By L.A. Kohl
December 18, 2006
(published in the Dec. 20, 2006 edition of the Bullseye)
I felt the need to stop in the midst of my busy-ness and send all of the Bullseye readers a very heart-felt and genuine “Merry Christmas” greeting. Several of you are so kind to me throughout the year, taking a moment to tell me how much you enjoy reading my article. Some of you even take the time to tell my husband, my children, and my parents when you meet up with them and happen to find out that they’re related to that “Front Porch” lady. Your words of encouragement get back around to me eventually, and I truly do appreciate all of them. And with that being said, I have just a little more to say…
I like life to be peaceful, as perhaps you can tell from the title of my column. However, sometimes I feel a little rebellious…a bit like wagging my finger and yelling out loud. Unfortunately, it even happens occasionally during this wonderful time of year.
Thus, you notice that my greeting to you this week is “Merry Christmas” and not “Season’s Greetings” or “Happy Holidays." Call me intolerant if you want – but sometimes I wonder, does the rest of the country care that they offend people of a Christian heritage on a regular basis? Last time I checked, Christianity was still the predominant religion in America – and yet, we’re the ones who are expected to set aside our traditions and beliefs and tolerate everyone else’s religious beliefs (or disbeliefs, as the case may be.)

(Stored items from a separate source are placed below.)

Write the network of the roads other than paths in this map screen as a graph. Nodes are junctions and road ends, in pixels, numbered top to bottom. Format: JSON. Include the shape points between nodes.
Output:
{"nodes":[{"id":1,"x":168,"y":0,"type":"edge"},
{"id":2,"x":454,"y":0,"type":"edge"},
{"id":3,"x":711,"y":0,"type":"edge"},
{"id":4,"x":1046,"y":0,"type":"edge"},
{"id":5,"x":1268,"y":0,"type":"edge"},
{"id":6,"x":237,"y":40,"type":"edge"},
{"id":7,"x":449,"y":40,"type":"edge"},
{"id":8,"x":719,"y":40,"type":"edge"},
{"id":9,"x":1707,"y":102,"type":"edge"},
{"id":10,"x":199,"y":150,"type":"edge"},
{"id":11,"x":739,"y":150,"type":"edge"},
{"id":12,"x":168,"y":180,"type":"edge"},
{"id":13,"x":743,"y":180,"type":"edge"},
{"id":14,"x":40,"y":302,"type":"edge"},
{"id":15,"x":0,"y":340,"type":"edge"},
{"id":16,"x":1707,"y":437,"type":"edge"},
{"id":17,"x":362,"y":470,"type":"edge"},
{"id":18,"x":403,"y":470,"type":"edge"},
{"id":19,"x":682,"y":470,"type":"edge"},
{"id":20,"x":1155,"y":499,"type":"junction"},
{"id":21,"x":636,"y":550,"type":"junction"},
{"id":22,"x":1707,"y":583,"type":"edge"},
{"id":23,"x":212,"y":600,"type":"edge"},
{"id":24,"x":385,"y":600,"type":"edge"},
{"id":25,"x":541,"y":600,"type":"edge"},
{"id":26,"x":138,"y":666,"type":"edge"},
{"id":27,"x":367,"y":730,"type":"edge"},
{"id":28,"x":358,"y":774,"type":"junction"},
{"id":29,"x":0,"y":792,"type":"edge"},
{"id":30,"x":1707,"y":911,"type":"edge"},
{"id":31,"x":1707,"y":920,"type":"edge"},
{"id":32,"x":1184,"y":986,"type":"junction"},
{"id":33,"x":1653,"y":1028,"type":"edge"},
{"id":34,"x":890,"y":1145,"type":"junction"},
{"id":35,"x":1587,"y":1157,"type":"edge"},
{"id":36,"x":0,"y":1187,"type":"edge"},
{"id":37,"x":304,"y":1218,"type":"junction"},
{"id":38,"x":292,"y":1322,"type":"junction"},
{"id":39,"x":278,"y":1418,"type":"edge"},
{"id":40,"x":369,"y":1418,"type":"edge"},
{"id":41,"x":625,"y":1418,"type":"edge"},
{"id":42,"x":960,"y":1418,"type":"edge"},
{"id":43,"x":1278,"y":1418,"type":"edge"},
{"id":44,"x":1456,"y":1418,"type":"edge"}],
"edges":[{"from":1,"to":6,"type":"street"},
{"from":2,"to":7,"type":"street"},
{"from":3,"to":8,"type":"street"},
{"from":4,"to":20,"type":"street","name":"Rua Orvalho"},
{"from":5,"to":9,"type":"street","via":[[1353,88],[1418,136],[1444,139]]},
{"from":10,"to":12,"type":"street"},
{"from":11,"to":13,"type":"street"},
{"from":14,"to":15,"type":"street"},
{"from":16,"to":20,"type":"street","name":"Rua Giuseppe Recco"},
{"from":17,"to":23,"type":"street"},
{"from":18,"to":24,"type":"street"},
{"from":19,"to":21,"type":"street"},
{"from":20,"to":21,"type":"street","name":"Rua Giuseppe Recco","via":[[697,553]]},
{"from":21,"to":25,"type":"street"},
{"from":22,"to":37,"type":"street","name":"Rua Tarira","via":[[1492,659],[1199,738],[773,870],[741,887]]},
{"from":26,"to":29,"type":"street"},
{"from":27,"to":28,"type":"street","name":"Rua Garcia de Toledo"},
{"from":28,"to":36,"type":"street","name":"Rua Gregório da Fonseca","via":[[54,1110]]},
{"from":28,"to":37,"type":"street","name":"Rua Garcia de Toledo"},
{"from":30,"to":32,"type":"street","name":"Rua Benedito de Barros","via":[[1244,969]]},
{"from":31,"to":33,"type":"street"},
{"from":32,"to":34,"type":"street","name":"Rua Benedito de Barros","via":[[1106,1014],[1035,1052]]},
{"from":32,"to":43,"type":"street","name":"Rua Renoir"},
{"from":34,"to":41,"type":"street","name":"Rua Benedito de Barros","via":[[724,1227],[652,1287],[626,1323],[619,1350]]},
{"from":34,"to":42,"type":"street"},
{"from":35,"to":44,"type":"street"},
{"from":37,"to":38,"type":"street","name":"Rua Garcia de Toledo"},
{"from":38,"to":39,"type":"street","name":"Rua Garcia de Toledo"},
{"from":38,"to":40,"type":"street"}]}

And thus, gone is some of the most beautiful Christmas music ever written, from most places of business. Gone are such things as bright stars and angels. And gone are the nativity scenes from nearly all public places.
As I log onto AOL each day to check my email, my opening screen welcomes me with little “holiday” symbols – things like gift wrapped packages, snowmen, and some Hanukkah symbol that I don’t even know what it’s called. I have yet to see a nativity scene on there, and furthermore, I’m 99.9% sure I won’t ever see one on there. Why is it tolerant and acceptable to put a Jewish Hanukkah symbol there – but if they put the time-honored Christian symbol of a nativity on their screen, they’d undoubtedly have someone complain that they weren’t being politically correct and tolerant? It’s not the Hanukkah symbol that bothers me – I have a great respect for people of the Jewish faith. It’s the fact that our society has this double-standard that says, “Let’s be tolerant of everyone’s differing believes and religions – except for people of a Christian heritage…we can just ignore their feelings.”
We personally chose not to celebrate Halloween. We’ve got our reasons – and I know a few other people who have similar reasons. But do I walk up to the checker at the store who’s dressed up like a witch on October 31 and say, “That offends me – I think I shall sue your store.” No way – I assume my beliefs are a personal thing, and it’s not my place to insist that the rest of the world cow-tow to my feelings. So, all I want to ask is: why can’t the rest of the world return the favor? Why do there have to be law-suits and threats over such little things as nativity scenes (and even now, as we saw this month in Seattle – Christmas trees!)?
Thus, my Christmas greeting and wish this year includes an encouragement to all of you to lighten up, relax, and show a little respect for others. If you’re Jewish, go right ahead and wish me a “Happy Hanukkah” – I won’t mind. But I hope you won’t mind if I wish you a cheerful “Merry Christmas” in return.
All I ask is that you don’t give me a generic “Happy Holidays” greeting. I won’t sue or anything, but I may pull out my soapbox and give you an earful.